**TASK TO COMPLETE:** The lines to transcribe run from the top of the material below to the line with "Extract the road", inclusive. Leave the pictures behind.

**DATA EXCERPTS:**
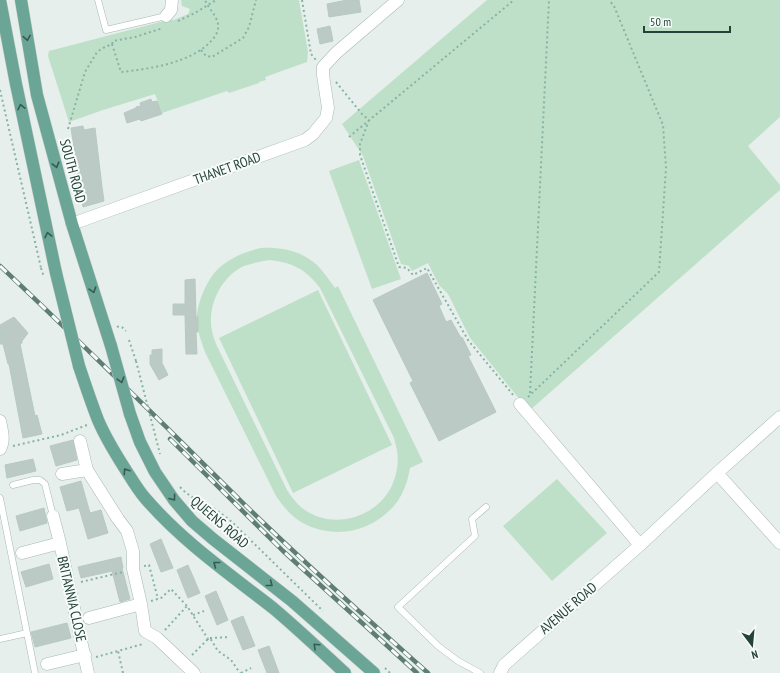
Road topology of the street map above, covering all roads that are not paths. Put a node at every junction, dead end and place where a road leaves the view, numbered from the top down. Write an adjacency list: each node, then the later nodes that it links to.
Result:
1 (0, 0): 35 (main road, one-way to 1, bridge)
2 (20, 0): 7 (main road, SOUTH ROAD, one-way to 7)
3 (98, 0): 6 (lane)
4 (172, 0): 6 (street)
5 (398, 0): 7 (street, THANET ROAD)
6 (165, 22)
7 (72, 224): 8 (main road, SOUTH ROAD, one-way to 8)
8 (111, 346): 31 (main road, QUEENS ROAD, one-way to 31, bridge)
9 (520, 404): 23 (street)
10 (780, 418): 15 (street, AVENUE ROAD)
11 (0, 422): 13 (street)
12 (80, 441): 14 (street)
13 (1, 448)
14 (87, 470): 16 (street); 25 (street)
15 (718, 473): 22 (street); 23 (street, AVENUE ROAD)
16 (62, 474)
17 (13, 485): 20 (lane)
18 (0, 498): 27 (lane)
19 (486, 507): 36 (lane)
20 (53, 516): 21 (street, BRITANNIA CLOSE)
21 (60, 543): 24 (street, BRITANNIA CLOSE); 29 (street, BRITANNIA CLOSE)
22 (780, 543)
23 (640, 545): 37 (street, AVENUE ROAD)
24 (22, 553)
25 (141, 604): 26 (street); 34 (street)
26 (89, 618)
27 (27, 633): 28 (lane); 32 (lane)
28 (0, 639)
29 (89, 656): 30 (street, BRITANNIA CLOSE); 33 (street, BRITANNIA CLOSE)
30 (47, 664)
31 (379, 670)
32 (35, 673)
33 (88, 673)
34 (194, 673)
35 (345, 673)
36 (480, 673)
37 (500, 673)

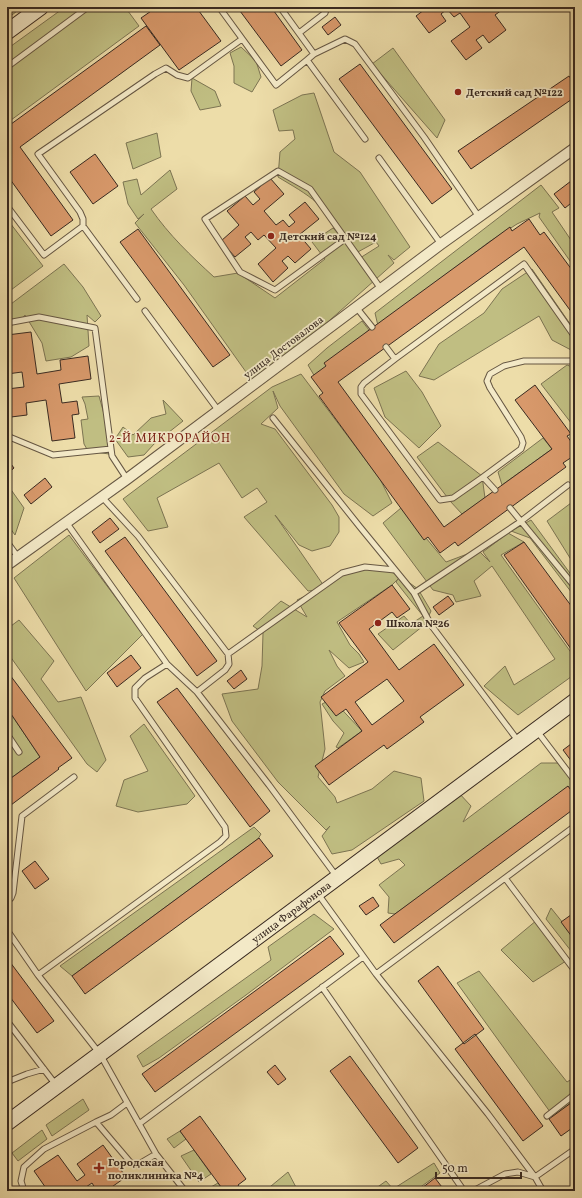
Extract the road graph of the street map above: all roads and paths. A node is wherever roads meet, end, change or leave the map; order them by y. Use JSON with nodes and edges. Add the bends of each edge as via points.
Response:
{"nodes":[{"id":1,"x":41,"y":7,"type":"edge"},
{"id":2,"x":88,"y":7,"type":"edge"},
{"id":3,"x":219,"y":7,"type":"edge"},
{"id":4,"x":280,"y":7,"type":"edge"},
{"id":5,"x":327,"y":7,"type":"edge"},
{"id":6,"x":7,"y":32,"type":"edge"},
{"id":7,"x":299,"y":33,"type":"junction"},
{"id":8,"x":242,"y":39,"type":"junction"},
{"id":9,"x":314,"y":54,"type":"junction"},
{"id":10,"x":307,"y":60,"type":"junction"},
{"id":11,"x":7,"y":67,"type":"edge"},
{"id":12,"x":365,"y":139,"type":"dead end"},
{"id":13,"x":575,"y":148,"type":"edge"},
{"id":14,"x":379,"y":158,"type":"dead end"},
{"id":15,"x":7,"y":206,"type":"edge"},
{"id":16,"x":479,"y":217,"type":"junction"},
{"id":17,"x":83,"y":226,"type":"junction"},
{"id":18,"x":345,"y":239,"type":"junction"},
{"id":19,"x":440,"y":244,"type":"junction"},
{"id":20,"x":381,"y":289,"type":"junction"},
{"id":21,"x":137,"y":299,"type":"dead end"},
{"id":22,"x":356,"y":308,"type":"junction"},
{"id":23,"x":145,"y":311,"type":"dead end"},
{"id":24,"x":7,"y":323,"type":"edge"},
{"id":25,"x":372,"y":327,"type":"dead end"},
{"id":26,"x":575,"y":337,"type":"edge"},
{"id":27,"x":386,"y":347,"type":"dead end"},
{"id":28,"x":395,"y":359,"type":"junction"},
{"id":29,"x":575,"y":361,"type":"edge"},
{"id":30,"x":218,"y":410,"type":"junction"},
{"id":31,"x":273,"y":418,"type":"dead end"},
{"id":32,"x":7,"y":436,"type":"edge"},
{"id":33,"x":111,"y":449,"type":"junction"},
{"id":34,"x":483,"y":477,"type":"junction"},
{"id":35,"x":127,"y":479,"type":"junction"},
{"id":36,"x":568,"y":485,"type":"dead end"},
{"id":37,"x":495,"y":490,"type":"dead end"},
{"id":38,"x":102,"y":496,"type":"junction"},
{"id":39,"x":510,"y":508,"type":"dead end"},
{"id":40,"x":66,"y":522,"type":"junction"},
{"id":41,"x":520,"y":522,"type":"junction"},
{"id":42,"x":7,"y":542,"type":"edge"},
{"id":43,"x":18,"y":557,"type":"junction"},
{"id":44,"x":7,"y":565,"type":"edge"},
{"id":45,"x":395,"y":570,"type":"junction"},
{"id":46,"x":574,"y":585,"type":"edge"},
{"id":47,"x":414,"y":593,"type":"junction"},
{"id":48,"x":228,"y":654,"type":"junction"},
{"id":49,"x":167,"y":664,"type":"junction"},
{"id":50,"x":197,"y":692,"type":"junction"},
{"id":51,"x":575,"y":701,"type":"edge"},
{"id":52,"x":536,"y":730,"type":"junction"},
{"id":53,"x":7,"y":734,"type":"edge"},
{"id":54,"x":520,"y":742,"type":"junction"},
{"id":55,"x":19,"y":752,"type":"dead end"},
{"id":56,"x":74,"y":777,"type":"dead end"},
{"id":57,"x":575,"y":781,"type":"edge"},
{"id":58,"x":575,"y":826,"type":"edge"},
{"id":59,"x":337,"y":878,"type":"junction"},
{"id":60,"x":505,"y":878,"type":"junction"},
{"id":61,"x":317,"y":892,"type":"junction"},
{"id":62,"x":7,"y":902,"type":"edge"},
{"id":63,"x":7,"y":930,"type":"edge"},
{"id":64,"x":363,"y":957,"type":"junction"},
{"id":65,"x":575,"y":971,"type":"edge"},
{"id":66,"x":376,"y":974,"type":"junction"},
{"id":67,"x":38,"y":975,"type":"junction"},
{"id":68,"x":322,"y":987,"type":"junction"},
{"id":69,"x":7,"y":1021,"type":"edge"},
{"id":70,"x":100,"y":1054,"type":"junction"},
{"id":71,"x":44,"y":1069,"type":"junction"},
{"id":72,"x":7,"y":1082,"type":"edge"},
{"id":73,"x":57,"y":1086,"type":"junction"},
{"id":74,"x":575,"y":1094,"type":"edge"},
{"id":75,"x":127,"y":1103,"type":"junction"},
{"id":76,"x":547,"y":1116,"type":"dead end"},
{"id":77,"x":96,"y":1122,"type":"junction"},
{"id":78,"x":7,"y":1123,"type":"edge"},
{"id":79,"x":139,"y":1124,"type":"junction"},
{"id":80,"x":575,"y":1149,"type":"edge"},
{"id":81,"x":156,"y":1154,"type":"junction"},
{"id":82,"x":535,"y":1177,"type":"junction"},
{"id":83,"x":24,"y":1191,"type":"edge"},
{"id":84,"x":185,"y":1191,"type":"edge"},
{"id":85,"x":464,"y":1191,"type":"edge"},
{"id":86,"x":473,"y":1191,"type":"edge"},
{"id":87,"x":543,"y":1191,"type":"edge"}],
"edges":[{"from":1,"to":6,"type":"street"},
{"from":2,"to":11,"type":"lane"},
{"from":3,"to":8,"type":"lane"},
{"from":4,"to":7,"type":"lane"},
{"from":5,"to":7,"type":"lane","via":[[325,13]]},
{"from":7,"to":9,"type":"lane"},
{"from":8,"to":10,"type":"lane","via":[[276,85]]},
{"from":8,"to":17,"type":"lane","via":[[188,78],[166,68],[155,74],[38,154],[80,212]]},
{"from":9,"to":10,"type":"lane"},
{"from":9,"to":16,"type":"lane","via":[[346,39],[355,44]]},
{"from":10,"to":12,"type":"lane"},
{"from":13,"to":16,"type":"street","name":"улица Достовалова"},
{"from":14,"to":19,"type":"lane"},
{"from":15,"to":17,"type":"lane","via":[[44,255]]},
{"from":16,"to":19,"type":"street","name":"улица Достовалова"},
{"from":17,"to":21,"type":"lane"},
{"from":18,"to":18,"type":"lane","via":[[310,189],[278,171],[205,219],[240,272],[275,290]]},
{"from":18,"to":20,"type":"lane"},
{"from":19,"to":20,"type":"street","name":"улица Достовалова"},
{"from":20,"to":22,"type":"street","name":"улица Достовалова"},
{"from":22,"to":25,"type":"lane"},
{"from":22,"to":30,"type":"street","name":"улица Достовалова"},
{"from":23,"to":30,"type":"lane"},
{"from":24,"to":33,"type":"lane","via":[[39,317],[95,328]]},
{"from":26,"to":28,"type":"lane","via":[[524,264]]},
{"from":27,"to":28,"type":"lane"},
{"from":28,"to":34,"type":"lane","via":[[364,383],[361,387],[363,398],[440,500],[453,498]]},
{"from":29,"to":34,"type":"lane","via":[[524,361],[504,366],[490,374],[487,381],[490,388],[521,437],[522,444],[521,449]]},
{"from":30,"to":35,"type":"street","name":"улица Достовалова"},
{"from":31,"to":45,"type":"lane"},
{"from":32,"to":33,"type":"lane","via":[[54,456]]},
{"from":33,"to":35,"type":"lane","via":[[112,456]]},
{"from":34,"to":37,"type":"lane"},
{"from":35,"to":38,"type":"street","name":"улица Достовалова"},
{"from":36,"to":41,"type":"lane"},
{"from":38,"to":40,"type":"street","name":"улица Достовалова"},
{"from":38,"to":48,"type":"lane","via":[[138,536]]},
{"from":39,"to":41,"type":"lane"},
{"from":40,"to":43,"type":"street","name":"улица Достовалова"},
{"from":40,"to":49,"type":"lane"},
{"from":41,"to":46,"type":"lane"},
{"from":41,"to":47,"type":"lane"},
{"from":42,"to":43,"type":"lane"},
{"from":43,"to":44,"type":"street","name":"улица Достовалова"},
{"from":45,"to":47,"type":"lane"},
{"from":45,"to":48,"type":"lane","via":[[365,567],[342,573]]},
{"from":47,"to":54,"type":"lane","via":[[432,625]]},
{"from":48,"to":50,"type":"lane","via":[[229,664],[225,670]]},
{"from":49,"to":50,"type":"lane"},
{"from":49,"to":67,"type":"lane","via":[[135,688],[135,698],[225,827],[226,836]]},
{"from":50,"to":59,"type":"lane"},
{"from":51,"to":52,"type":"street","name":"улица Фарафонова"},
{"from":52,"to":54,"type":"street","name":"улица Фарафонова"},
{"from":52,"to":57,"type":"lane"},
{"from":53,"to":55,"type":"lane"},
{"from":54,"to":59,"type":"street","name":"улица Фарафонова"},
{"from":56,"to":62,"type":"lane","via":[[22,816],[13,893]]},
{"from":58,"to":60,"type":"lane"},
{"from":59,"to":61,"type":"street","name":"улица Фарафонова"},
{"from":60,"to":65,"type":"lane"},
{"from":60,"to":66,"type":"lane"},
{"from":61,"to":64,"type":"lane"},
{"from":61,"to":70,"type":"street","name":"улица Фарафонова"},
{"from":63,"to":67,"type":"lane"},
{"from":64,"to":66,"type":"lane"},
{"from":64,"to":68,"type":"lane"},
{"from":66,"to":82,"type":"lane"},
{"from":67,"to":70,"type":"lane"},
{"from":68,"to":79,"type":"lane"},
{"from":68,"to":85,"type":"lane"},
{"from":69,"to":71,"type":"lane"},
{"from":70,"to":73,"type":"street","name":"улица Фарафонова"},
{"from":70,"to":75,"type":"lane"},
{"from":71,"to":72,"type":"lane"},
{"from":71,"to":73,"type":"lane"},
{"from":73,"to":78,"type":"street","name":"улица Фарафонова"},
{"from":74,"to":76,"type":"lane"},
{"from":75,"to":77,"type":"lane"},
{"from":75,"to":79,"type":"lane"},
{"from":77,"to":81,"type":"lane","via":[[131,1163],[139,1164]]},
{"from":77,"to":83,"type":"lane","via":[[44,1149],[24,1167],[21,1181]]},
{"from":79,"to":81,"type":"lane"},
{"from":80,"to":82,"type":"lane"},
{"from":81,"to":84,"type":"lane"},
{"from":82,"to":86,"type":"lane","via":[[518,1172],[505,1174]]},
{"from":82,"to":87,"type":"lane"}]}
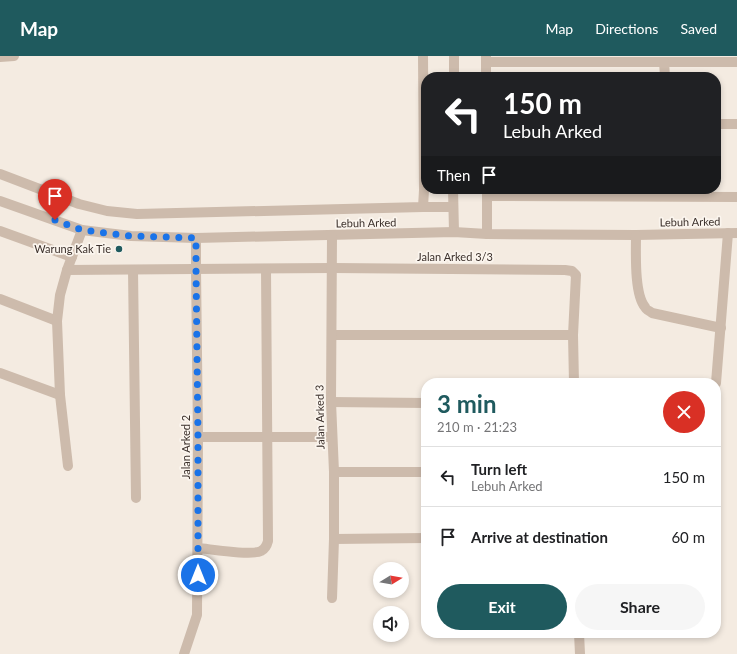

**ANSWER BELOW:**
Road topology of the street map above, covering all roads that are not paths. Put a node at every junction, dead end and place where a road leaves the view, numbered from the top down. Write an adjacency list: each node, then the later nodes that it links to.
Result:
1 (0, 0): 35 (main road, one-way to 1, bridge)
2 (20, 0): 7 (main road, SOUTH ROAD, one-way to 7)
3 (98, 0): 6 (lane)
4 (172, 0): 6 (street)
5 (398, 0): 7 (street, THANET ROAD)
6 (165, 22)
7 (72, 224): 8 (main road, SOUTH ROAD, one-way to 8)
8 (111, 346): 31 (main road, QUEENS ROAD, one-way to 31, bridge)
9 (520, 404): 23 (street)
10 (780, 418): 15 (street, AVENUE ROAD)
11 (0, 422): 13 (street)
12 (80, 441): 14 (street)
13 (1, 448)
14 (87, 470): 16 (street); 25 (street)
15 (718, 473): 22 (street); 23 (street, AVENUE ROAD)
16 (62, 474)
17 (13, 485): 20 (lane)
18 (0, 498): 27 (lane)
19 (486, 507): 36 (lane)
20 (53, 516): 21 (street, BRITANNIA CLOSE)
21 (60, 543): 24 (street, BRITANNIA CLOSE); 29 (street, BRITANNIA CLOSE)
22 (780, 543)
23 (640, 545): 37 (street, AVENUE ROAD)
24 (22, 553)
25 (141, 604): 26 (street); 34 (street)
26 (89, 618)
27 (27, 633): 28 (lane); 32 (lane)
28 (0, 639)
29 (89, 656): 30 (street, BRITANNIA CLOSE); 33 (street, BRITANNIA CLOSE)
30 (47, 664)
31 (379, 670)
32 (35, 673)
33 (88, 673)
34 (194, 673)
35 (345, 673)
36 (480, 673)
37 (500, 673)

Extract the road graph of the street map above: all roads and paths. A node is wherever roads meet, end, change or leave the map; order them by y. Use JSON with nodes and edges. Add the bends of each edge as via points.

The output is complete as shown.